Harmony final report

libby.miller@bristol.ac.uk

July 2002

Background

The Harmony project was funded in 1999 to investigate multimedia metadata for resource discovery.

From the website: [1]

The potential of digital libraries lies in their ability to store and deliver complex multimedia resources that combine text, image, audio and video components. The relationships between these components are multifaceted including  temporal, spatial structural and semantic and any descriptions of a multimedia resource must account for these relationships.

The original project proposal for Harmony presented the need to extend the Dublin Core element set to work better for multi-media applications.
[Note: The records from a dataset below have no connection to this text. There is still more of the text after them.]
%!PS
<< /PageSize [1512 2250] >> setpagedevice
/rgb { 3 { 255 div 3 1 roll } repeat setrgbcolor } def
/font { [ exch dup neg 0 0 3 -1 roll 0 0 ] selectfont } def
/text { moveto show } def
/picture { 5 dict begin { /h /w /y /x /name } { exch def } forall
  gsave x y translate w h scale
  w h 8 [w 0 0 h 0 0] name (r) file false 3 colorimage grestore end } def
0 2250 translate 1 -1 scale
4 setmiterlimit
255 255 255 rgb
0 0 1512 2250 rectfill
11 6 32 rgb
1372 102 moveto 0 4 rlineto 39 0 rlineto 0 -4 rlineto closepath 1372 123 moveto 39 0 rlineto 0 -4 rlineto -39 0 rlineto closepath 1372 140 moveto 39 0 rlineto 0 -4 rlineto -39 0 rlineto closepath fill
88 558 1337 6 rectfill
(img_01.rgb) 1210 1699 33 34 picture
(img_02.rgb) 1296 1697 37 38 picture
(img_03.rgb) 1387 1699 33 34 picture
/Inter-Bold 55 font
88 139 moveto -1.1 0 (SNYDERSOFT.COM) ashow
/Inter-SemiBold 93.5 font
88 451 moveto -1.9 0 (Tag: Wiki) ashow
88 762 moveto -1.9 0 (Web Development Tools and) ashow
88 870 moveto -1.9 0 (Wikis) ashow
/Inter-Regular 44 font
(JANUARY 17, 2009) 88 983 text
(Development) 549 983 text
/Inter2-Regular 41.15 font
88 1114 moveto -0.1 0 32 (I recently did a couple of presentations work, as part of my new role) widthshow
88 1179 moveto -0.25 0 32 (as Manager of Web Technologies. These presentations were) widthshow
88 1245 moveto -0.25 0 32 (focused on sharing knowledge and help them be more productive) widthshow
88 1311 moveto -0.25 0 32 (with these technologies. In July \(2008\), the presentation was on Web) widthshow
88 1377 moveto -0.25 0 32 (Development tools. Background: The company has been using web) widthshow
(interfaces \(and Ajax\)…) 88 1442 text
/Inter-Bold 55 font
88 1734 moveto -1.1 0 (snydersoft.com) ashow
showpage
The Harmony project's work has been about articulating a model that integrates the representation of media-specific metadata attributes (filesizes, data formats, image/video substructure) alongside other information critical to the effective retrieval of multi-media content.

The Harmony collaboration has led to a metadata representational model (aka ontology, vocabulary, schema) and XML/RDF query implementation (query language and database search system) that supports resource discovery applications over multi-media, multi-vocabulary metadata descriptions.

Partners

Cornell Digital Library Research Group, USA [2]
Distributed Systems Technology Centre, Australia [3]
Institute for Learning and Research Technology UK [4]

The principal investigators were Dan Brickley of ILRT, Carl Lagoze of Cornell, and Jane Hunter of DSTC.
Associated researchers included Libby Miller of ILRT.
Dan left the ILRT in 2001, but continued to support the project. Libby Miller became the ILRT's principal investigator after May 2001.

Of the three partners, only ILRT was funded by JISC. This led to a mismatch between JISC's expectations of deliverables and JISC's control over the participating institutions funded by other organisations. The ILRT deliverables were specified in more detail in June 2001 to resolve this problem.

Methodology

The methodology of the Harmony project used implementation as a testing and evaluation procedure for the modeling work.

The ABC metadata vocabulary and model [5] has been iteratively developed over the lifetime of the project, incorporating feedback from user communities, most notably the CIMI Consortium [6].

The focus on implementation is apparent from the ILRT's deliverables which included an implementation of an RDF query language as well as demonstrations illustrating the use of the query language [7] (see below).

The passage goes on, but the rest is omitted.